22.10.12

"Queremos a nossa vida de volta"

Não sei exactamente a que vida se referem as pessoas que recentemente se uniram para manifestar publicamente "queremos a nossa vida de volta". Suponho que seja a vida antes da entrada de Portugal na União Europeia, porque se por desgraça o governo decidisse ouvi-las seria a essa que regressaríamos em menos de um fósforo.

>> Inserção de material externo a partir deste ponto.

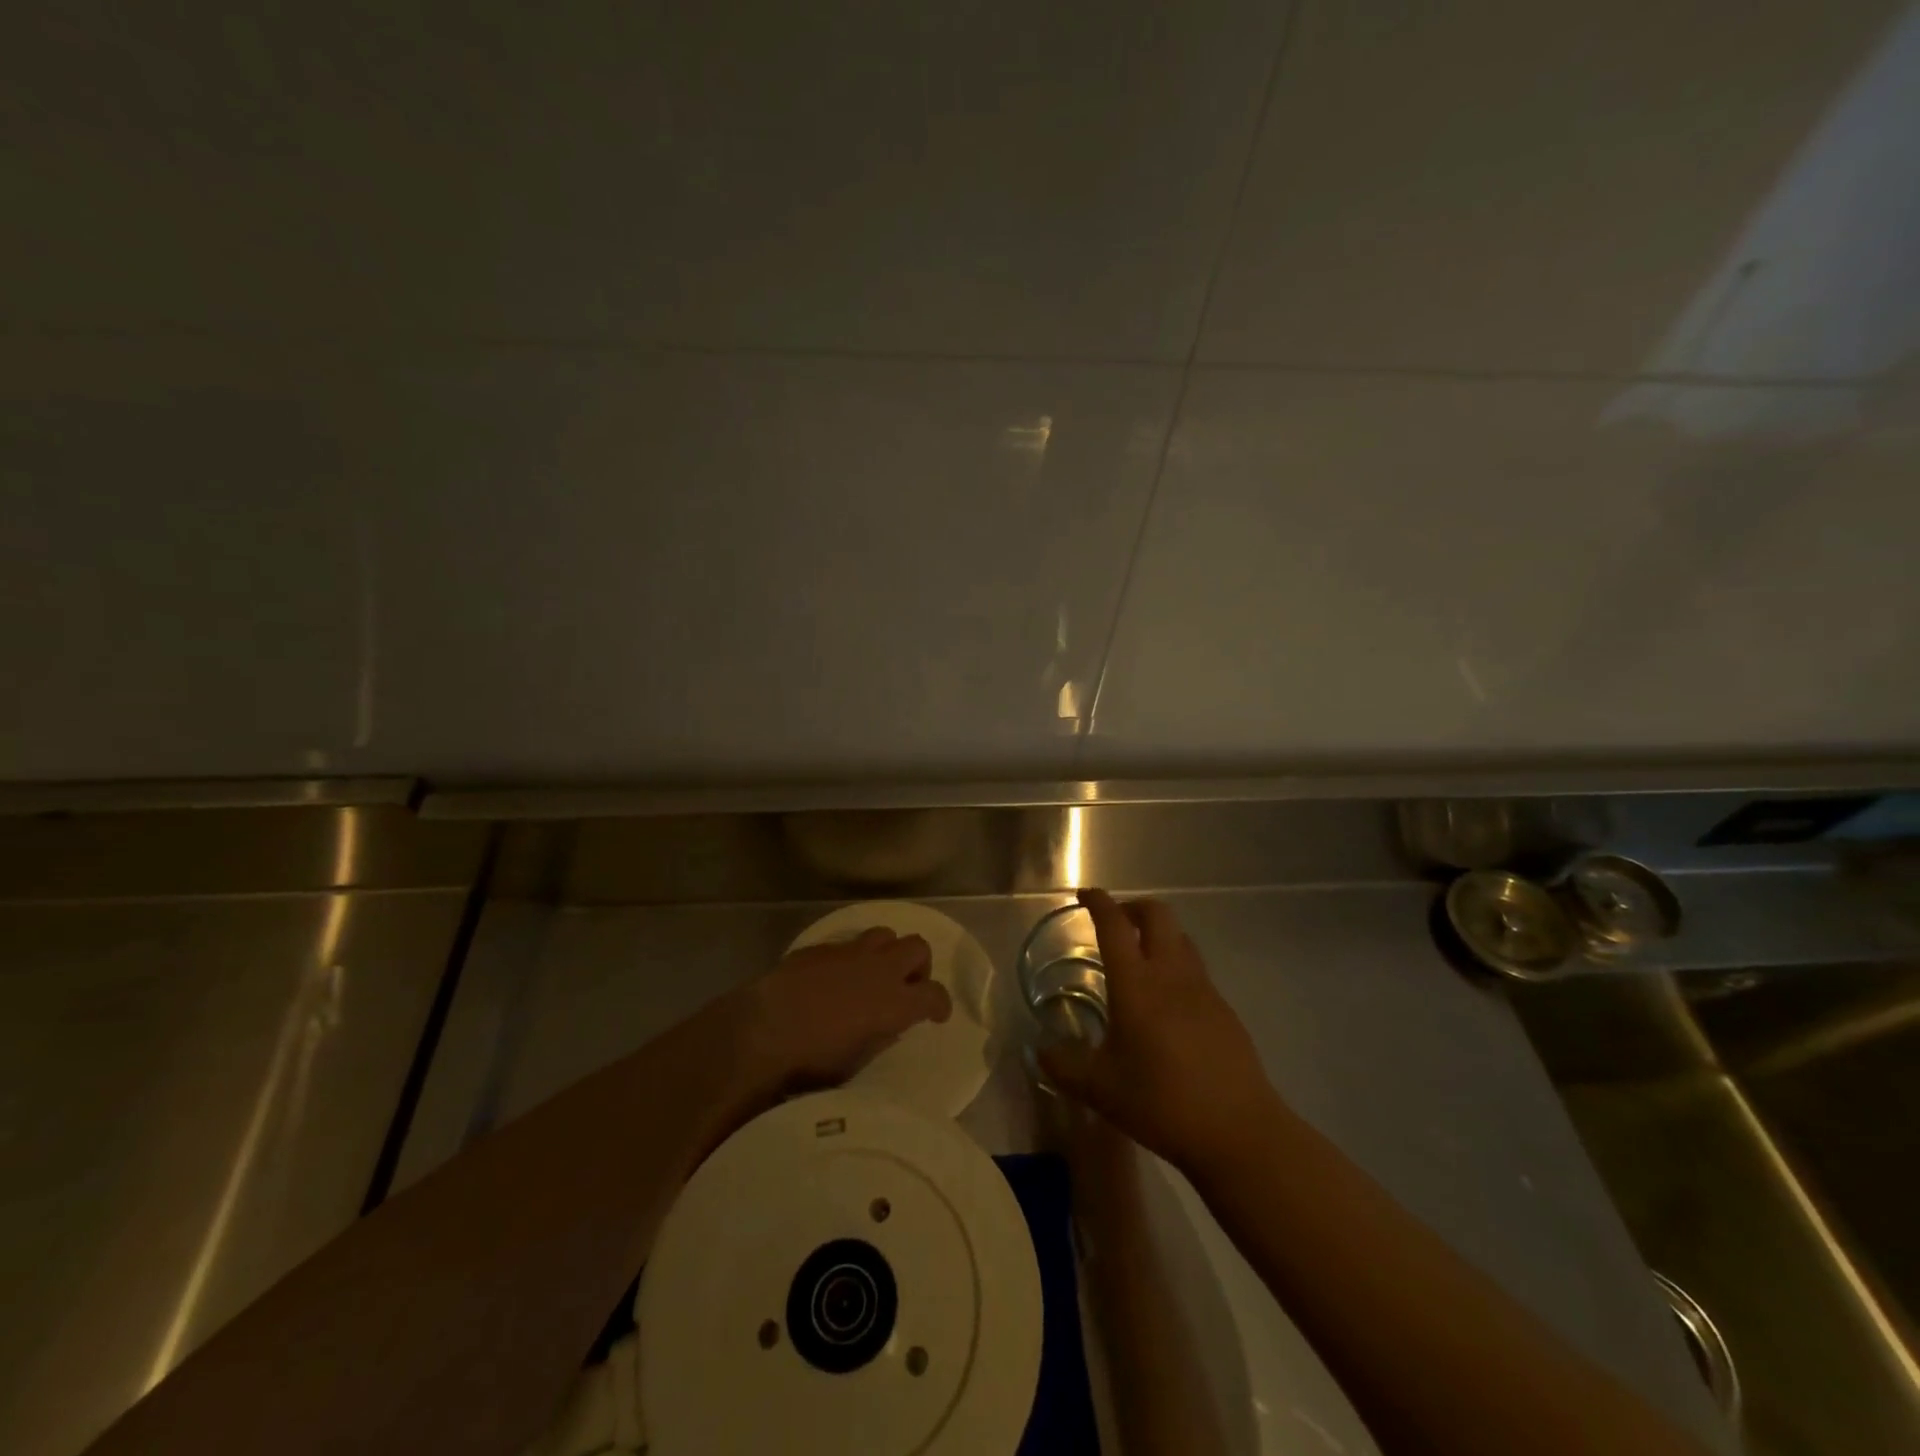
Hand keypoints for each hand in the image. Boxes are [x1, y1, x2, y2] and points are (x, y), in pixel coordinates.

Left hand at [745, 927, 952, 1091]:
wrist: (762, 1030)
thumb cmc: (811, 1061)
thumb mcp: (855, 1063)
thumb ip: (880, 1039)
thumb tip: (890, 1027)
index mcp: (894, 1002)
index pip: (934, 994)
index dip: (941, 1004)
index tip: (936, 1015)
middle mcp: (879, 969)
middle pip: (918, 947)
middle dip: (919, 966)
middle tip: (907, 987)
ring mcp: (850, 952)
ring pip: (886, 934)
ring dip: (887, 952)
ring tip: (874, 974)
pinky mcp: (822, 947)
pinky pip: (849, 943)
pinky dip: (853, 957)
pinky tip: (836, 977)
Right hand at [1040, 889, 1279, 1174]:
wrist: (1239, 1131)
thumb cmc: (1162, 1102)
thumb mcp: (1100, 1089)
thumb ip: (1064, 1065)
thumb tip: (1041, 1050)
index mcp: (1136, 984)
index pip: (1114, 925)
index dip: (1098, 902)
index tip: (1084, 894)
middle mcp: (1171, 974)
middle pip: (1157, 915)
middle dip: (1132, 907)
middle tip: (1114, 923)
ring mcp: (1204, 989)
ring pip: (1181, 938)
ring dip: (1158, 933)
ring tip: (1139, 958)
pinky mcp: (1224, 1009)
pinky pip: (1196, 969)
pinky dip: (1176, 965)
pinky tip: (1167, 1003)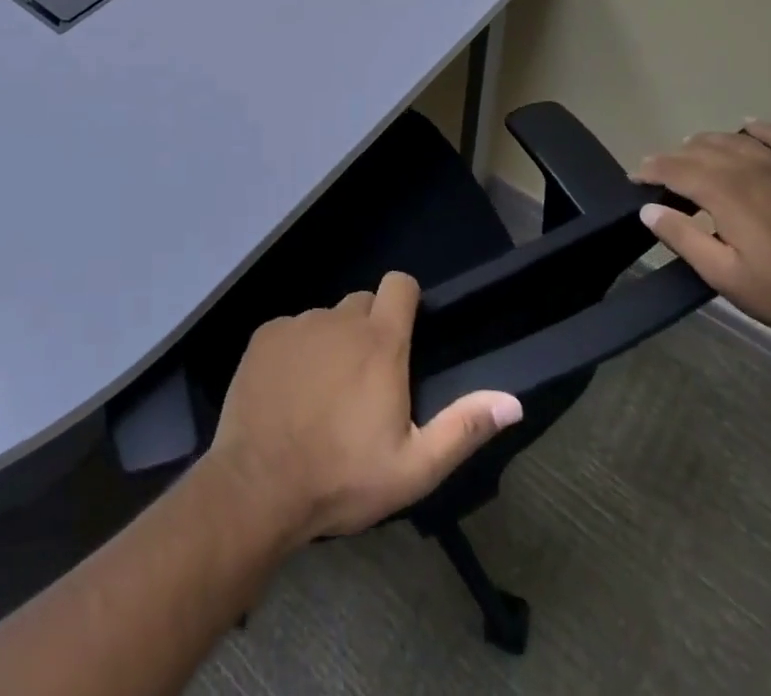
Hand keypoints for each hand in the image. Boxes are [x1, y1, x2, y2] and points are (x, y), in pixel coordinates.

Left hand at [207, 272, 523, 545]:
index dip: (407, 300)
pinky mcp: (264, 336)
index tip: (407, 332)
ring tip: (324, 394)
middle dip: (370, 330)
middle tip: (366, 381)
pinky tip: (290, 392)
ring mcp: (297, 324)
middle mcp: (338, 320)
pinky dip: (296, 352)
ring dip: (332, 344)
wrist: (259, 486)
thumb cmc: (343, 478)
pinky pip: (291, 331)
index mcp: (379, 343)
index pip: (400, 285)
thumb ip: (463, 428)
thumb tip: (512, 401)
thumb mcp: (414, 467)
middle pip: (363, 304)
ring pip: (326, 320)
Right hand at [636, 121, 770, 347]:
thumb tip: (647, 209)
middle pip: (700, 150)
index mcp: (725, 192)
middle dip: (674, 158)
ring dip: (706, 143)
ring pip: (734, 141)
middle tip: (660, 173)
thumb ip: (683, 238)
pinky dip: (760, 130)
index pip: (675, 168)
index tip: (636, 178)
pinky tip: (748, 130)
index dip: (650, 170)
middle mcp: (751, 168)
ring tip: (693, 153)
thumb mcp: (725, 276)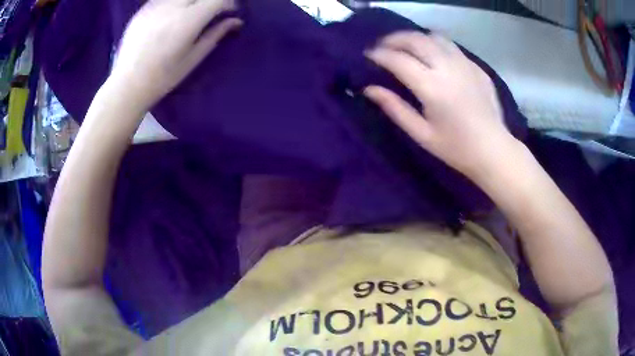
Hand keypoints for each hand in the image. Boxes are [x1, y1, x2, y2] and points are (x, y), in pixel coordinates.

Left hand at [110, 0, 241, 109]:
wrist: (127, 85)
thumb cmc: (162, 77)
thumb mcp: (192, 59)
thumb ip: (215, 35)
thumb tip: (235, 21)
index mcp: (188, 20)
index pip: (217, 0)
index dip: (229, 4)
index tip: (230, 12)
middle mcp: (173, 6)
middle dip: (211, 0)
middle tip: (211, 12)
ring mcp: (155, 5)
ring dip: (192, 1)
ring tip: (190, 14)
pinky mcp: (143, 9)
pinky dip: (174, 3)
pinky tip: (171, 15)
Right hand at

Eu lembro-me dessa vida: de ter que trocar dinheiro a cada fronteira, de ter ido para França por Andorra porque era mais "fácil" (em Hendaia corria-se o sério risco de não se poder entrar e ser recambiado), de ter que comprar bilhetes de ida e volta para ir à casa de banho, de ter que explicar que não, não tinha papéis cada vez que queria trabalhar num lado qualquer e aceitar salários em consequência.

Também me lembro de quando em Portugal não havia supermercados (havia o Pão de Açúcar: pelos standards de hoje, e da época "lá fora" seriam pouco mais do que lojas de bairro); era preciso licença militar para sair do país; as casas de banho dos restaurantes eram infectas; levantar um cheque num banco demorava uma ou duas horas; as taxas de juro chegaram aos 36%; era proibido "exportar" divisas - o que significa que se passava a vida a comprá-las no mercado negro -; levava-se seis horas para ir de Lisboa ao Porto; havia um canal na televisão (e tínhamos que levar com o Vasco Gonçalves, mas isso é outra história).

Este Portugal, que conheci em Setembro de 1974 pouco mudou (excepto politicamente, claro) até 1986, data da entrada na então Comunidade Europeia. Já havíamos passado por duas falências (1977 e 1983); muita gente, entre a qual me incluía, pensou que com a "Europa" o desvaria acabaria.

Não acabou, infelizmente; e a experiência diz-me que provavelmente não acabará nunca. Mas mesmo assim eu não quero a minha vida de volta. Quero poder continuar a andar por onde muito bem me dá na telha, entrar em França, Reino Unido, Espanha, Suíça, Holanda qualquer que seja a quantidade de dinheiro que levo no bolso (é sempre muito pouco), trabalhar onde houver trabalho e não quero pagar comissões estúpidas a tipos cujo trabalho consiste em receber as minhas notas e dar-me outras.

Não quero voltar a ouvir o Mário Soares nem ganhar contos de réis. Quem quiser a sua antiga vida de volta pode ir para África ou deliciar-se com as patetices do velho (é quase a mesma coisa).

Adenda - dispensaria duas ou três coisas da "Europa"? Sim, sem dúvida; duas ou três.